For Pseudomonas fluorescens SBW25 (NCBI taxid 216595), 26917 “never-in” constraints were generated by FunTaxIS-lite, and during the prediction 3170 of them were found in Argot2.5’s result, hence were filtered out. Some examples:
- GO:0042383, sarcolemma
- GO:0001772, immunological synapse
- GO:0042476, odontogenesis
- GO:0060250, germ-line stem-cell niche homeostasis
- GO:0050873, brown fat cell differentiation
- GO:0043005, neuron projection
- GO:0009887, animal organ morphogenesis
- GO:0030220, platelet formation
- GO:0070997, neuron death
- GO:0035994, response to muscle stretch
- GO:0060325, face morphogenesis
- GO:0043588, skin development
- GO:0030097, hemopoiesis

For Saccharomyces kudriavzevii IFO 1802 (NCBI taxid 226230), 22009 “never-in” constraints were generated by FunTaxIS-lite, and during the prediction 389 of them were found in Argot2.5’s result, hence were filtered out.
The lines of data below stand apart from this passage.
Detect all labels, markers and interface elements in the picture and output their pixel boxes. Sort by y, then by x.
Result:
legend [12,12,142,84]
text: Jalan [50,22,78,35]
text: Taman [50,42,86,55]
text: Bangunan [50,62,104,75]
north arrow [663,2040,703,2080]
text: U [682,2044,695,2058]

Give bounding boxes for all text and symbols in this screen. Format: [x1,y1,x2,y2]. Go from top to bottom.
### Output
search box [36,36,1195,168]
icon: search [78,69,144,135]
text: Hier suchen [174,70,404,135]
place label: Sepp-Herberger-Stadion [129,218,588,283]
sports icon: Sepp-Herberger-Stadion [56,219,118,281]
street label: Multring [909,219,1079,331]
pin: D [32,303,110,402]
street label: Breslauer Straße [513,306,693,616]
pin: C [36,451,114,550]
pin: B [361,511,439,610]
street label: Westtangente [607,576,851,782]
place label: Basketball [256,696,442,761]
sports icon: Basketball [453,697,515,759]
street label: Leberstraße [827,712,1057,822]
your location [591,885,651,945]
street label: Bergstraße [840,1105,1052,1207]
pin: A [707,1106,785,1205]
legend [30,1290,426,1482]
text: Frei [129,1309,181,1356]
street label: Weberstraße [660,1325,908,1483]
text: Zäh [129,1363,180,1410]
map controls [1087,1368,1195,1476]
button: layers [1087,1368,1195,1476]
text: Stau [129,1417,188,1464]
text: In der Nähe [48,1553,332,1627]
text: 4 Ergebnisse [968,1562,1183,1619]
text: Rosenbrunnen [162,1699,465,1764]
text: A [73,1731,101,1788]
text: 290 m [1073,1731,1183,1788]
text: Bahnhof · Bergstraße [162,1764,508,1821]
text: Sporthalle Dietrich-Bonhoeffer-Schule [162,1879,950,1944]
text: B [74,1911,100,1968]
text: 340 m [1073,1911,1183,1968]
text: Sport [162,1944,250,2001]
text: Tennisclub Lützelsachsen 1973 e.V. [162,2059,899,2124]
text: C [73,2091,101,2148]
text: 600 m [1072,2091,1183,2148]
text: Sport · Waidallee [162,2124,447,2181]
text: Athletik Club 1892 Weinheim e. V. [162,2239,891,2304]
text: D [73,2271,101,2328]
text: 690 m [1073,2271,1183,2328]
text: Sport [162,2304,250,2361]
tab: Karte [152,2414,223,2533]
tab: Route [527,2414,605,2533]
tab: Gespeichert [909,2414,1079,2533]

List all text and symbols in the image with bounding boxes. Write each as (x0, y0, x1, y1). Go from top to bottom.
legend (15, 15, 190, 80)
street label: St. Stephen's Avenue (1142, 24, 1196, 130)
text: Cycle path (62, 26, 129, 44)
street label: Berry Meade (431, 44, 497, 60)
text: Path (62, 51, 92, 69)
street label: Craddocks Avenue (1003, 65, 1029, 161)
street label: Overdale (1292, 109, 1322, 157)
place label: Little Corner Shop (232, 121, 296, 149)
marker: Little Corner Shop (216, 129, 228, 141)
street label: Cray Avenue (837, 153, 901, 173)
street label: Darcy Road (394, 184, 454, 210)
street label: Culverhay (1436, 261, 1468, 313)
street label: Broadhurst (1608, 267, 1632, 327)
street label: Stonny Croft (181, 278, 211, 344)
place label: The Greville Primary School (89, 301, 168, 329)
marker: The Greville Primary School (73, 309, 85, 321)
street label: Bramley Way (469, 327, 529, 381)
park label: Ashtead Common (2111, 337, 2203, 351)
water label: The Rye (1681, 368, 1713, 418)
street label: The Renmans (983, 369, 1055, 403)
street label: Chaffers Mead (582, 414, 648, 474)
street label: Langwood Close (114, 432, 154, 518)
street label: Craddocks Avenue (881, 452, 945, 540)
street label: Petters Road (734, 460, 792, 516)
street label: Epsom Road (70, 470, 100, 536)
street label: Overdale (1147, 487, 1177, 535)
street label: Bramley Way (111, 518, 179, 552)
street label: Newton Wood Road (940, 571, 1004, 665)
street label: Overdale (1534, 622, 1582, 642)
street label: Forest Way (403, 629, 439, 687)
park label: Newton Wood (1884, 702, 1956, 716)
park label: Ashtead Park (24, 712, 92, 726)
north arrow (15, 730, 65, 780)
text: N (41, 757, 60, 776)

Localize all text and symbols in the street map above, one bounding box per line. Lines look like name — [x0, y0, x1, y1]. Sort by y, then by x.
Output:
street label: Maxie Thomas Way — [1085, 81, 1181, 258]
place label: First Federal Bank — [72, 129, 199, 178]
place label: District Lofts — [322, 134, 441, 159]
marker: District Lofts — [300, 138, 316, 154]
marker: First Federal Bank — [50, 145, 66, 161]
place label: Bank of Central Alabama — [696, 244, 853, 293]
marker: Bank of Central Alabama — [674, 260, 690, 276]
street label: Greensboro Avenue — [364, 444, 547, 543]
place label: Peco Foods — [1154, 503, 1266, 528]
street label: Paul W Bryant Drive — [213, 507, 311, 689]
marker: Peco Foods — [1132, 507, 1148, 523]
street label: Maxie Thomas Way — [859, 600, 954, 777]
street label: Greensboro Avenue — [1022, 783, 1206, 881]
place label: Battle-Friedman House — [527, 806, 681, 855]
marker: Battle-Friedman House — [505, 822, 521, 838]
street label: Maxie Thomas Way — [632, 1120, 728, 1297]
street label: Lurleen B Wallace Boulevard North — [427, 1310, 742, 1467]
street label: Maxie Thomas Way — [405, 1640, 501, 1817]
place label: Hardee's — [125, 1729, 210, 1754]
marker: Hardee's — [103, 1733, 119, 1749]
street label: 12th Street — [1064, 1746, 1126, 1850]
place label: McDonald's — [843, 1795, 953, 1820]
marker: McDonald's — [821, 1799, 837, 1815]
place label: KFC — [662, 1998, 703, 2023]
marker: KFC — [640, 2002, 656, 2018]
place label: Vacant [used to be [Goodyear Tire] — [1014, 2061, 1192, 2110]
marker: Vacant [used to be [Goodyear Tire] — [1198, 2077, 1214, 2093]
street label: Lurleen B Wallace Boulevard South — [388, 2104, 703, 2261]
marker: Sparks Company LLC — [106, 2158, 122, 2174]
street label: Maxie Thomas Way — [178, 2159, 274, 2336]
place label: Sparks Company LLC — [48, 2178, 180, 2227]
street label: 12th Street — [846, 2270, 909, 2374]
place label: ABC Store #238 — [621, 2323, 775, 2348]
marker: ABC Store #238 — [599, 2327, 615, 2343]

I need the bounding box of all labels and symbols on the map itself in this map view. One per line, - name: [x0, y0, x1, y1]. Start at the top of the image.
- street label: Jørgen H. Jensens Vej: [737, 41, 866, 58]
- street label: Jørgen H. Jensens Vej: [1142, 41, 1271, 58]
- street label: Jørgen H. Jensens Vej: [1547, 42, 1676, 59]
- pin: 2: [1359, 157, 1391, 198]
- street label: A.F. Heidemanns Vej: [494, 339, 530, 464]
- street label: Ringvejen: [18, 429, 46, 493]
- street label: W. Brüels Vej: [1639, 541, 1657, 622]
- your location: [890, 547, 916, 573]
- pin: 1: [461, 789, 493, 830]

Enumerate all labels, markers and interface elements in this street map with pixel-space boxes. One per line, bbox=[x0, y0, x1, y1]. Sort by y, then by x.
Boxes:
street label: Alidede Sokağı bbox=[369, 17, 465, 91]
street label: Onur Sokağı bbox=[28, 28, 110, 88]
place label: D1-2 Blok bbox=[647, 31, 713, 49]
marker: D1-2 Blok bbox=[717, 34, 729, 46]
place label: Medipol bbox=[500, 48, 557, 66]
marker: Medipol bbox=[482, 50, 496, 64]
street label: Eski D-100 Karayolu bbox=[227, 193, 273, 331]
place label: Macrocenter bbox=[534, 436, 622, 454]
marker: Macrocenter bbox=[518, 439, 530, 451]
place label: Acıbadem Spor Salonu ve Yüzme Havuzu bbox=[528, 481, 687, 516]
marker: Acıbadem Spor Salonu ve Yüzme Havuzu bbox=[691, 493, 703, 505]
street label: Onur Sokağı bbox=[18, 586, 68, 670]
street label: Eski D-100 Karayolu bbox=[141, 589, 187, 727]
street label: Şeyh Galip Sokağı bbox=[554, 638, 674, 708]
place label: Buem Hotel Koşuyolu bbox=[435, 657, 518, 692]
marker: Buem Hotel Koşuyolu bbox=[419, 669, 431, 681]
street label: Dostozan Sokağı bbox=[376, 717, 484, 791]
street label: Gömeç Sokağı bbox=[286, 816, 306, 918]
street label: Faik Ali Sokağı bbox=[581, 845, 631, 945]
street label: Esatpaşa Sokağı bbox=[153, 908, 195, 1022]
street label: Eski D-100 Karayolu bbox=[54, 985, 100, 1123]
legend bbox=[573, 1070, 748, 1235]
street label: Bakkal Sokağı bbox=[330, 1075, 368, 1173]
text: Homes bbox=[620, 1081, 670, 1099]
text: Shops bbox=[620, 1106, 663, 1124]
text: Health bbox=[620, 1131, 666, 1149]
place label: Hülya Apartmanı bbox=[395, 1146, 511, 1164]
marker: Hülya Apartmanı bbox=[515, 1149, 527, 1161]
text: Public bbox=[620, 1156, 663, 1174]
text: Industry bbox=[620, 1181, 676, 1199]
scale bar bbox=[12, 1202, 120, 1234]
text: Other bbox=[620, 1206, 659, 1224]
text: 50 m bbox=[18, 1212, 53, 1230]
Some examples:
- GO:0015979, photosynthesis
- GO:0001568, blood vessel development
- GO:0009579, thylakoid
- GO:0006703, estrogen biosynthetic process
- GO:0042953, lipoprotein transport
- GO:0009740, gibberellic acid mediated signaling pathway
- GO:0004687, myosin light chain kinase activity
- GO:0047696, beta-adrenergic receptor kinase
- GO:0106277, biliverdin reductase (NADP+) activity
- GO:0009736, cytokinin-activated signaling pathway

Last updates

All the taxonomic constraints have been generated starting from the latest available releases of GO, GOA and Taxonomy Tree (Last update: 2024-01-19 11:40:20).